Records from a data source:
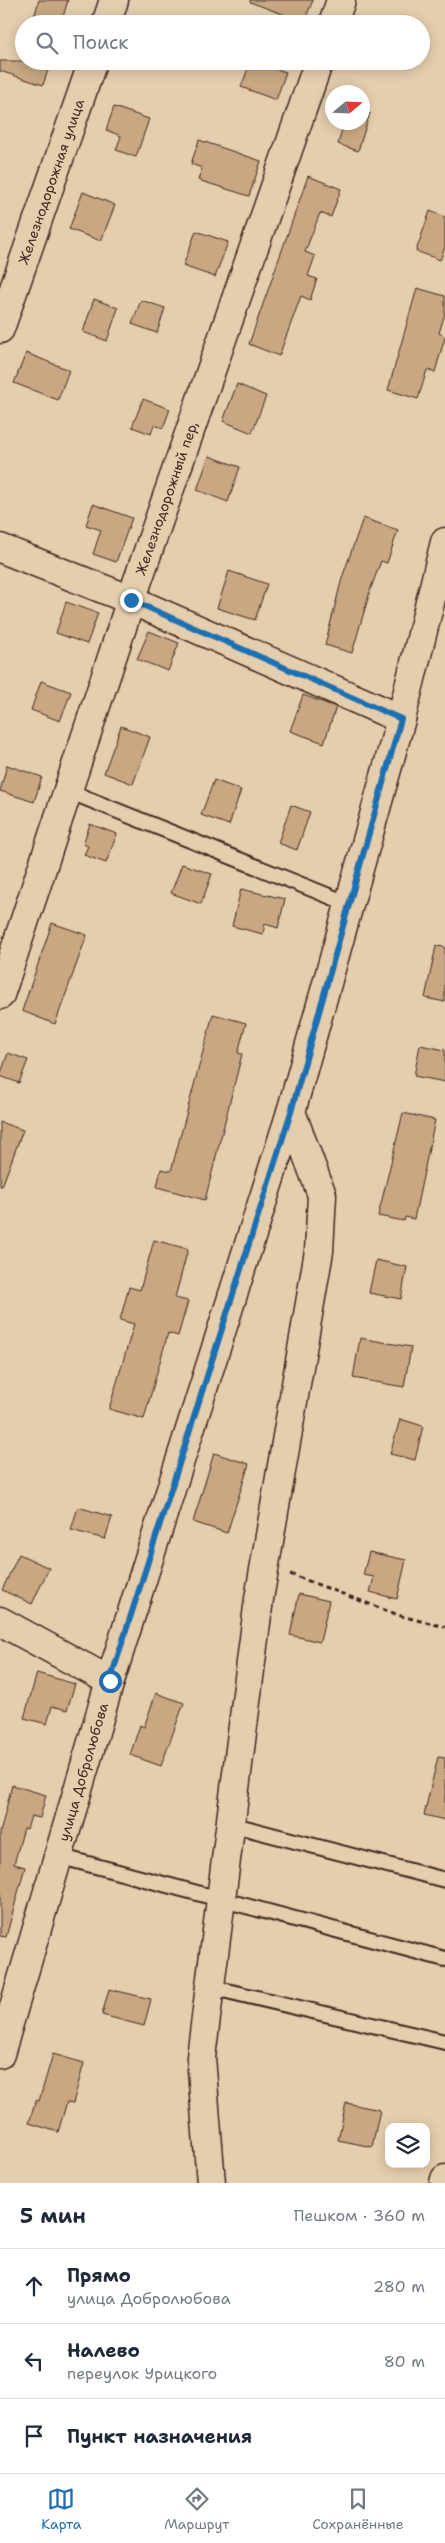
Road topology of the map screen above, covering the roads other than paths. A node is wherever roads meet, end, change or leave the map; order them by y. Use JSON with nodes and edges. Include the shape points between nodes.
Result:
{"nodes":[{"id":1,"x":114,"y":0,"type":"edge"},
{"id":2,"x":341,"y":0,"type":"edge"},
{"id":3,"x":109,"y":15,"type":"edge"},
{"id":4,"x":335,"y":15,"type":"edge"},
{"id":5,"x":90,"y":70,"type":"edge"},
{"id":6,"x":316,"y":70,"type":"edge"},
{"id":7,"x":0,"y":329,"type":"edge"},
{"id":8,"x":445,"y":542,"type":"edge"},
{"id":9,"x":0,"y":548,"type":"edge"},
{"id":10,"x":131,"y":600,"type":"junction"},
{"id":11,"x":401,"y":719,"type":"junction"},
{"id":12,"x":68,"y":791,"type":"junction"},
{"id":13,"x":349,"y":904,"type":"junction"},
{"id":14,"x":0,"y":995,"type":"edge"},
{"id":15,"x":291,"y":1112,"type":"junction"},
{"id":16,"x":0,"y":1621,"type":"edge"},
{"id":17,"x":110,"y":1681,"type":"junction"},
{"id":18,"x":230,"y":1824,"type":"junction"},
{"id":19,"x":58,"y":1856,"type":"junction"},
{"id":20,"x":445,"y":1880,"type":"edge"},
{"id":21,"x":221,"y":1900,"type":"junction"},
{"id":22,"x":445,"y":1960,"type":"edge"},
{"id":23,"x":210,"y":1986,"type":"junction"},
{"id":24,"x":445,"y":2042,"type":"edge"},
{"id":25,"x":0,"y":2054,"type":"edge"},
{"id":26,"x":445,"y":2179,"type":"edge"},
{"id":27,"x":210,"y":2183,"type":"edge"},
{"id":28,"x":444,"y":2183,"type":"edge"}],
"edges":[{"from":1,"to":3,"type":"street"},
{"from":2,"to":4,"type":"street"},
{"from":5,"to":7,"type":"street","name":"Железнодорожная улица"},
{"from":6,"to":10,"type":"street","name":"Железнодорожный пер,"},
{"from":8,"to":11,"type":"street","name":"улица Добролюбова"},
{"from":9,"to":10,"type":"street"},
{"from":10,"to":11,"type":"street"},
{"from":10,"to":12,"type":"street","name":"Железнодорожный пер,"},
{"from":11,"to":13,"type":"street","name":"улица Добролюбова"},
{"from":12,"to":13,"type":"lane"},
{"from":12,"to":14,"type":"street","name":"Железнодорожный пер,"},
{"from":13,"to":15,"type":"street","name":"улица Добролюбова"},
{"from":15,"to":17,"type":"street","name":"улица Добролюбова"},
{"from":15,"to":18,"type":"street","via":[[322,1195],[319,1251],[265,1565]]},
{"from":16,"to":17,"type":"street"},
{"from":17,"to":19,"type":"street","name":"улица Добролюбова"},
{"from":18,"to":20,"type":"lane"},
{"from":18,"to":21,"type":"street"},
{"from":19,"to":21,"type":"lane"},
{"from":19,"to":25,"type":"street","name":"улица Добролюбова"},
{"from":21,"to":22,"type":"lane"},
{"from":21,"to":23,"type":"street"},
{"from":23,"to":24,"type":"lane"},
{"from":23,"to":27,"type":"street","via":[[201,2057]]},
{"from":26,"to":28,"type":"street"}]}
---
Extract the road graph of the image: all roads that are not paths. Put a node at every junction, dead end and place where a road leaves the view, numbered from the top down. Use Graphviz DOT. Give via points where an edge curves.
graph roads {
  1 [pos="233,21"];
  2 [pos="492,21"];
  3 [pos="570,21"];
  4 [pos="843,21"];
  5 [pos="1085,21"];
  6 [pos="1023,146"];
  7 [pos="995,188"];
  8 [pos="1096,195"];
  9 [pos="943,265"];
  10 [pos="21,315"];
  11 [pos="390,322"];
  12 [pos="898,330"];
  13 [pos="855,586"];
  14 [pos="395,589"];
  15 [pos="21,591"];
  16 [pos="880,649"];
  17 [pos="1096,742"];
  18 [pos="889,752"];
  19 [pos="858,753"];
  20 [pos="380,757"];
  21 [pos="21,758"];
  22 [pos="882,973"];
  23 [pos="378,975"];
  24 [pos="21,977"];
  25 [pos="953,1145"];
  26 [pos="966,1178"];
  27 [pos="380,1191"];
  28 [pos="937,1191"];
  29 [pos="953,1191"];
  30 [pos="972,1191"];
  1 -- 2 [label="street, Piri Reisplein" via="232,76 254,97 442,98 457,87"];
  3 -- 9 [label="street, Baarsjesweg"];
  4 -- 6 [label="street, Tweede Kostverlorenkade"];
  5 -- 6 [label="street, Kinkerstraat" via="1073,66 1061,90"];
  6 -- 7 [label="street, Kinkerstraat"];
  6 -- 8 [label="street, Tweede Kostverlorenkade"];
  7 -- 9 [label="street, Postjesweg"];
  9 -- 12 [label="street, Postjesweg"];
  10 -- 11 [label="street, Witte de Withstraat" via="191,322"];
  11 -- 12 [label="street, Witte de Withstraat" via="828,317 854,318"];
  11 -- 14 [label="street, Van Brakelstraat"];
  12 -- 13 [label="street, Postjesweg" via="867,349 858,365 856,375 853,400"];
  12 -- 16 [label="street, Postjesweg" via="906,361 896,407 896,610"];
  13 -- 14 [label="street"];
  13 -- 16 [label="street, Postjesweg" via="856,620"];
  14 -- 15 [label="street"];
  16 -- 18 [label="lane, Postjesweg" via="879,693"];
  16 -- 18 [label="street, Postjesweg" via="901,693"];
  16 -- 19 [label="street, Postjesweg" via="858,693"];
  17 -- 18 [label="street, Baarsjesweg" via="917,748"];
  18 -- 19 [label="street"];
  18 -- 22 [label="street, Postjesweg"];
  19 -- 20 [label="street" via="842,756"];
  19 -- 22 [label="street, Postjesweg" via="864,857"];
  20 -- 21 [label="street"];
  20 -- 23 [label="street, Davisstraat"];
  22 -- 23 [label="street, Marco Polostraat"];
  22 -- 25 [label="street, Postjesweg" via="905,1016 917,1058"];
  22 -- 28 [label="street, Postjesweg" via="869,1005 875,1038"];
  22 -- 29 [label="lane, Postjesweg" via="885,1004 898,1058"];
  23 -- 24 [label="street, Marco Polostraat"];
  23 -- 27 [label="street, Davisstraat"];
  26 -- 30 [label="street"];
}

What to work on:
Count the lines in the entries above that include the string "points", then give only that figure.

Answer to the problem:
2